На самом деле, для того чтобы стать «эстетикой сталинской политики», соцреализм должен был стать составной частью этой политики, а не простой виньеткой к ней. Гройс смотрит на ситуацию исключительно из сферы самого искусства. Однако зрителем этого представления был не столько Сталин, сколько самое население, каковое было и рабочими сцены, и одновременно зрителями (для которых нужно было дереализовать их реальный труд рабочих сцены), и в конечном счете авторами (поскольку именно масса является истинным источником террора; вождь же – только менеджером). Вместо постановки вопроса о том, какие эстетические задачи ставил себе сталинизм, Гройс эстетизирует сталинскую политику, тем самым превращая ее в некую метафору. Между тем эстетика действительно играла огромную роль в политике, и вовсе не метафорическую (только ли для Сталина строилось московское метро?), но совершенно утилитарную. Метро, каналы, плотины и лесозащитные полосы создавались в целях сугубо политических. Дереализация тяжелой повседневности, превращение ее в «социализм» были неотъемлемой частью проекта. В этой тавтологии состоял «производственный цикл» сталинизма. Политизация эстетики и эстетизация политики вовсе не означают, что что‑то заменяется чем‑то. Политика как сфера отношений власти остается определяющей, а функции эстетики в этой сфере лишь преобразуются, тогда как в эстетизированном мире Гройса эстетика заменяет политику. Это постмодернистская стратегия, характерная для соц–арта, но не для соцреализма. Нет, ГУЛАГ не исчез в результате эстетизации сталинского мира; он лишь дереализовывался при помощи эстетики.

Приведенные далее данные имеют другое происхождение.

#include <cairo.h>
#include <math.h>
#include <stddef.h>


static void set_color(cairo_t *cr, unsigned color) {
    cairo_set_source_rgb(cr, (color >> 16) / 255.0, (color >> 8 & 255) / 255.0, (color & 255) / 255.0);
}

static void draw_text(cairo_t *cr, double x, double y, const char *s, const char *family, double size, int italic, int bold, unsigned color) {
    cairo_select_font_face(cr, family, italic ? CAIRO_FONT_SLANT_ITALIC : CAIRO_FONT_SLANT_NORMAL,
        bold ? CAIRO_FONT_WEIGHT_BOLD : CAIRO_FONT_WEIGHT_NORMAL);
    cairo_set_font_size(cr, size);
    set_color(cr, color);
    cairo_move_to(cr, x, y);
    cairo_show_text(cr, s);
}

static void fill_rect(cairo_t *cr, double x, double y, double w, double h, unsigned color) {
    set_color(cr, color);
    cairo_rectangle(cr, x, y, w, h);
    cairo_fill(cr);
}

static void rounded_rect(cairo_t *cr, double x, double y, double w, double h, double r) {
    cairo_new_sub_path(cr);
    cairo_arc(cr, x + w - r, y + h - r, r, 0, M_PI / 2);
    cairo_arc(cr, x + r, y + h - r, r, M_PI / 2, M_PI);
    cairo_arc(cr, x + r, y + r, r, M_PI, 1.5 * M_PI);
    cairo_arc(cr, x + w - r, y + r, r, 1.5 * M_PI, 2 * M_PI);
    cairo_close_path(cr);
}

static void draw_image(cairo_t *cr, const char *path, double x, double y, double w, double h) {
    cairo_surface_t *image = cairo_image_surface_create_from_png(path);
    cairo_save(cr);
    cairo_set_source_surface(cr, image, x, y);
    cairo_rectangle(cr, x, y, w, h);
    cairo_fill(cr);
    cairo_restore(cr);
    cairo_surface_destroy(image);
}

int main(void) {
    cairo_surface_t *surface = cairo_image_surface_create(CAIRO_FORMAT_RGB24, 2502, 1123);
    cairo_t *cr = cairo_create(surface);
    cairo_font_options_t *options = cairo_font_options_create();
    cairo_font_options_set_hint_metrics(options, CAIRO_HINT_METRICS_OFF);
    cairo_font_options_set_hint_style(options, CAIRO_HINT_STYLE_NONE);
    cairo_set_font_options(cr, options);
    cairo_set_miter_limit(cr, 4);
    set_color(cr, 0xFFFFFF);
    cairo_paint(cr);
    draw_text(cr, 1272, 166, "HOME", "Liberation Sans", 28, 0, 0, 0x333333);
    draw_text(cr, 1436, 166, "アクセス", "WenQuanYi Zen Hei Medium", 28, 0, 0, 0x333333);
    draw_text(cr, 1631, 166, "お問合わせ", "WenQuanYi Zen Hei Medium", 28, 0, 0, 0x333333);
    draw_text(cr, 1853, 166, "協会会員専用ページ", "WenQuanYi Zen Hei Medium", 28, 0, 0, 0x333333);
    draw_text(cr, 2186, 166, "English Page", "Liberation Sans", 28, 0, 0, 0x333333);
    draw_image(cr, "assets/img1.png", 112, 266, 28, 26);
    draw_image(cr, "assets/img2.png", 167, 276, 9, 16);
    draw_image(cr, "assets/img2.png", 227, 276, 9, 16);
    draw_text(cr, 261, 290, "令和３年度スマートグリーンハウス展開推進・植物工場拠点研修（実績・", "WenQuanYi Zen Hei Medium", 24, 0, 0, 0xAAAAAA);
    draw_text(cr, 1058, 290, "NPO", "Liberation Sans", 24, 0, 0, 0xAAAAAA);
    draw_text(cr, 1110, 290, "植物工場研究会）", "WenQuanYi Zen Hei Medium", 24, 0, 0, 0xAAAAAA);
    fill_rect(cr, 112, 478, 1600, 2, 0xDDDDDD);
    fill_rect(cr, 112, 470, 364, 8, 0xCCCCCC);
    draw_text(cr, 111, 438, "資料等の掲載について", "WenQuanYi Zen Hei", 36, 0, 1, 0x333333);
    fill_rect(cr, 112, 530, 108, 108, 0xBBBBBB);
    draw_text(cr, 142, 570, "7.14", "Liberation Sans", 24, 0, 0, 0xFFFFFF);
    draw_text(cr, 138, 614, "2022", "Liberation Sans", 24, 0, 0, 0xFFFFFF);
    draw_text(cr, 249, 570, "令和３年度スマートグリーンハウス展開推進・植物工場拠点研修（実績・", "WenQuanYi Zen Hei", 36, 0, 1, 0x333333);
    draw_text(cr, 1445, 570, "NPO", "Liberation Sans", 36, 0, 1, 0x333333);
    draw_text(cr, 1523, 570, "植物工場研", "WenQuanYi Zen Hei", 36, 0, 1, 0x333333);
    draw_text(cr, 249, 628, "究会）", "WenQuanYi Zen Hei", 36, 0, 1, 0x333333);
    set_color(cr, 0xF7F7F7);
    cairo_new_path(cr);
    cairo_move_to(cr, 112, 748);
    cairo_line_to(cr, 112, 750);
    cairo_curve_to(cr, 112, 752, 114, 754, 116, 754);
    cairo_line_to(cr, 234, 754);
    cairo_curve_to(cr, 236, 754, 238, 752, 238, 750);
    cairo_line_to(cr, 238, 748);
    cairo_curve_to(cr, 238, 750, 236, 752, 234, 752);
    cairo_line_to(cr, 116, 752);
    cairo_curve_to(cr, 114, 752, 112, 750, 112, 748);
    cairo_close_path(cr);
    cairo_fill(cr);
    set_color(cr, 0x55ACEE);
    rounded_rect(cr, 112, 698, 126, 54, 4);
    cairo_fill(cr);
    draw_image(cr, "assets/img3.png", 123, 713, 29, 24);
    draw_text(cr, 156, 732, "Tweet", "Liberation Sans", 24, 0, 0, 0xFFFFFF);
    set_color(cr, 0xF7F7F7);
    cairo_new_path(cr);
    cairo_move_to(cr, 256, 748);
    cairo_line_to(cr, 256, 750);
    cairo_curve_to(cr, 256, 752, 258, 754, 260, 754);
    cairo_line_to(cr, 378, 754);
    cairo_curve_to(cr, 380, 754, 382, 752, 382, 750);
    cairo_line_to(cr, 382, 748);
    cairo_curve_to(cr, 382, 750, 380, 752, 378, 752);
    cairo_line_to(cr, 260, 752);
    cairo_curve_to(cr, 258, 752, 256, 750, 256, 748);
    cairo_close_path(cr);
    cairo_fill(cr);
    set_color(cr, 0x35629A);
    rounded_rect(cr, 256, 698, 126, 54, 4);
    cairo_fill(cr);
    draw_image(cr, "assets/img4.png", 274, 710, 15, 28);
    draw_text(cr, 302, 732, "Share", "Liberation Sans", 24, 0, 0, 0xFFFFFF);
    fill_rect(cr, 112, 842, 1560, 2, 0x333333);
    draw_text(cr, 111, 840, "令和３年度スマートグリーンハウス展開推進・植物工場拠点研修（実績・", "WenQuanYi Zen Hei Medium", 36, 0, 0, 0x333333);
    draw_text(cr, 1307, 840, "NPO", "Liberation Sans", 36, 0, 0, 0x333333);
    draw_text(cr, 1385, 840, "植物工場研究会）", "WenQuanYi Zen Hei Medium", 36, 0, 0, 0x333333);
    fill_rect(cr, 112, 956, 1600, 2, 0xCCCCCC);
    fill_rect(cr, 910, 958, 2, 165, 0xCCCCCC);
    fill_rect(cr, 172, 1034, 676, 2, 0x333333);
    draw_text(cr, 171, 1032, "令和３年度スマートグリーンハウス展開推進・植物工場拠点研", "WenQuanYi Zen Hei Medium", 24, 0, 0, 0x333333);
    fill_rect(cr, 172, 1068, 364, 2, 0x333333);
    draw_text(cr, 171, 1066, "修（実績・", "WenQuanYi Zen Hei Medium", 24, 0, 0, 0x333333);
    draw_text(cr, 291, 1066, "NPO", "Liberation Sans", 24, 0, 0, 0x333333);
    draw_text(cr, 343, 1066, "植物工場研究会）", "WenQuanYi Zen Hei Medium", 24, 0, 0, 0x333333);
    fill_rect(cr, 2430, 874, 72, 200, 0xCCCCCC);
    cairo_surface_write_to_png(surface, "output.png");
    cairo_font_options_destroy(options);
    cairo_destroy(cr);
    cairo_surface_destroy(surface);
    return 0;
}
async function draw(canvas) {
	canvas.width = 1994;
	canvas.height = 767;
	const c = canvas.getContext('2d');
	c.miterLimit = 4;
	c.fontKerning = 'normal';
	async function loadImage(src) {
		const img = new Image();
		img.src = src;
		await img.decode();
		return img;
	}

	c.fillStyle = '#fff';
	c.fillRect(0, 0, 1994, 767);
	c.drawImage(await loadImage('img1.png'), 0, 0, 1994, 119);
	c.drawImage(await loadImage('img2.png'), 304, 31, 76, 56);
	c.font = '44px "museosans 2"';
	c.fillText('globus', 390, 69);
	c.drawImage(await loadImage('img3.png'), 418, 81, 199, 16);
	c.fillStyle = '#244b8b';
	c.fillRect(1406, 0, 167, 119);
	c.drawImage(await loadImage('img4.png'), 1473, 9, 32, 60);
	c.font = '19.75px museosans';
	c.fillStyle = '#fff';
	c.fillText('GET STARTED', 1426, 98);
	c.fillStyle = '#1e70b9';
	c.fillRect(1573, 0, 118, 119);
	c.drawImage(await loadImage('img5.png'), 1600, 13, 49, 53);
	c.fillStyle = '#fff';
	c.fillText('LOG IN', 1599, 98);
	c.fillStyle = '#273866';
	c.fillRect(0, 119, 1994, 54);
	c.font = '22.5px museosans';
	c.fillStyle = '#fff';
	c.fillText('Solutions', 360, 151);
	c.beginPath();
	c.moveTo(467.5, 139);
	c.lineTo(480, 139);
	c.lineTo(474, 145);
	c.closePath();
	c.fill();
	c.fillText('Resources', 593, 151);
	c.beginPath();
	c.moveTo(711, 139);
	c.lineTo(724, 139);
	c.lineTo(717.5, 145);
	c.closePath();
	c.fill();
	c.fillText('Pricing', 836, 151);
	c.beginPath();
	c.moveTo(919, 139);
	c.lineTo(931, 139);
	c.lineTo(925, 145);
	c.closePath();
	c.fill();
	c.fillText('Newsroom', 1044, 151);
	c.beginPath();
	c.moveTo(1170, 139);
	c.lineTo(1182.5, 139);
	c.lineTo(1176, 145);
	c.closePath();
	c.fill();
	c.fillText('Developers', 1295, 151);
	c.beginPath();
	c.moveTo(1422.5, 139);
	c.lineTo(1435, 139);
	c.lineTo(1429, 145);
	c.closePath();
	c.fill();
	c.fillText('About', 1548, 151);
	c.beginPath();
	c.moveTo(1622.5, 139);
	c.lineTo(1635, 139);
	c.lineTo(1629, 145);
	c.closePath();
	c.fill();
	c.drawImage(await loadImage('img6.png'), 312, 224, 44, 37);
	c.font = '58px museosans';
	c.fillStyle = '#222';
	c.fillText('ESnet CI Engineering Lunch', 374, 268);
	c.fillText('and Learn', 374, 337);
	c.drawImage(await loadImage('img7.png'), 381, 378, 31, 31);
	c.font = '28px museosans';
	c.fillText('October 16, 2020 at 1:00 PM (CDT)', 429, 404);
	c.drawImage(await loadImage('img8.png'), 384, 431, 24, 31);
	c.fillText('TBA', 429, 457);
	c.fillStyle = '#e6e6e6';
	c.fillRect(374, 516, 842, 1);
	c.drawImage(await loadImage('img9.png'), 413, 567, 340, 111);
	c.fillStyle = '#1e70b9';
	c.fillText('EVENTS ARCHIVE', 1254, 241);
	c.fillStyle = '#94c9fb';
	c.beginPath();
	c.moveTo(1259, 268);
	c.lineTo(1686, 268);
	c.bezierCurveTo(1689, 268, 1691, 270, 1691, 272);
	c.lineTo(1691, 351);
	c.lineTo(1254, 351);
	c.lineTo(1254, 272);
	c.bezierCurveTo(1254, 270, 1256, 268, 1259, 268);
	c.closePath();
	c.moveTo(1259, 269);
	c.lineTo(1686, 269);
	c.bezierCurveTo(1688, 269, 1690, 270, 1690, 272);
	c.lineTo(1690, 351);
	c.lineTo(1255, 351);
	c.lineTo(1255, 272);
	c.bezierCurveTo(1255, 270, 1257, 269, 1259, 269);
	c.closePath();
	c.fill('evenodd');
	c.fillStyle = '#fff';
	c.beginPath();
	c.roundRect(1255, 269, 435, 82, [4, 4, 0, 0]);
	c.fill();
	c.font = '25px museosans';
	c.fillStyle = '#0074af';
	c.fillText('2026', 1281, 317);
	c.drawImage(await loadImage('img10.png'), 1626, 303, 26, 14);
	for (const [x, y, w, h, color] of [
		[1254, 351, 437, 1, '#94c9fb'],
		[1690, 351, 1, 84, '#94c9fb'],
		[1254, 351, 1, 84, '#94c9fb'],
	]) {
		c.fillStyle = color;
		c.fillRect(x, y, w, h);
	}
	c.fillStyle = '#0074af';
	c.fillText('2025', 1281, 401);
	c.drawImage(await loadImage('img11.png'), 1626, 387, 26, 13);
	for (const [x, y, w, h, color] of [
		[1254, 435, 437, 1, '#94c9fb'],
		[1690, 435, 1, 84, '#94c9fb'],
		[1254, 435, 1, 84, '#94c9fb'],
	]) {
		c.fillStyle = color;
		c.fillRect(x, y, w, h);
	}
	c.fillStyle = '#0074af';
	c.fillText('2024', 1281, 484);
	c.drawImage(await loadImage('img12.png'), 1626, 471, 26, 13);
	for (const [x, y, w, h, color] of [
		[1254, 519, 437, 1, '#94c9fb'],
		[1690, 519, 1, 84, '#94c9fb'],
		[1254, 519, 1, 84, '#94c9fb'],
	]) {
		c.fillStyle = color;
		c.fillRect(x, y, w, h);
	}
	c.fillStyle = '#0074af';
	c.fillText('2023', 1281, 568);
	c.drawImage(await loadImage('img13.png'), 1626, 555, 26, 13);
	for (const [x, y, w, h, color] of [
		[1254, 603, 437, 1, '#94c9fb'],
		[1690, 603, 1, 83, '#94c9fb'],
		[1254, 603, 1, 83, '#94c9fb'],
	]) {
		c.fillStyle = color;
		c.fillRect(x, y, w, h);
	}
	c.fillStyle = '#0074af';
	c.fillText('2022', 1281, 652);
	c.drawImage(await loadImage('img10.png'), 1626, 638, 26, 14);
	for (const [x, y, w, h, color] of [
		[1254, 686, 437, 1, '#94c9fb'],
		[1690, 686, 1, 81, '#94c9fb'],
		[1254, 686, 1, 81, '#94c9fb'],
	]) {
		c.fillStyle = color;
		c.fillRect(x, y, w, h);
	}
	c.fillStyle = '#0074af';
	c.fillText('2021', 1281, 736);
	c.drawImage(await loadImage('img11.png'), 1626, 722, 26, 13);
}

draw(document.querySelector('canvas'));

Не видя границ и функций эстетизации в сталинизме, Гройс утверждает: «Пафос абсолютного в соцреализме переходит в саму реальность, которую эта картина хочет изобразить и которая является «реальностью будущего в настоящем» и потому более реальна, нежели любая эмпирическая реальность, т. е. суперреальна или если угодно, сюрреальна»[142]. Между тем соцреалистическая реальность не «более реальна», чем эмпирическая. Просто сталинская культура непрозрачна: «эмпирическая реальность» как таковая нерелевантна здесь. Действительно, эстетизация – важнейшая практика социалистического производства, но ею это производство не исчерпывается. Оно исчерпывается только новой реальностью – социализмом. Эстетическое здесь – лишь предикат, но не субъект.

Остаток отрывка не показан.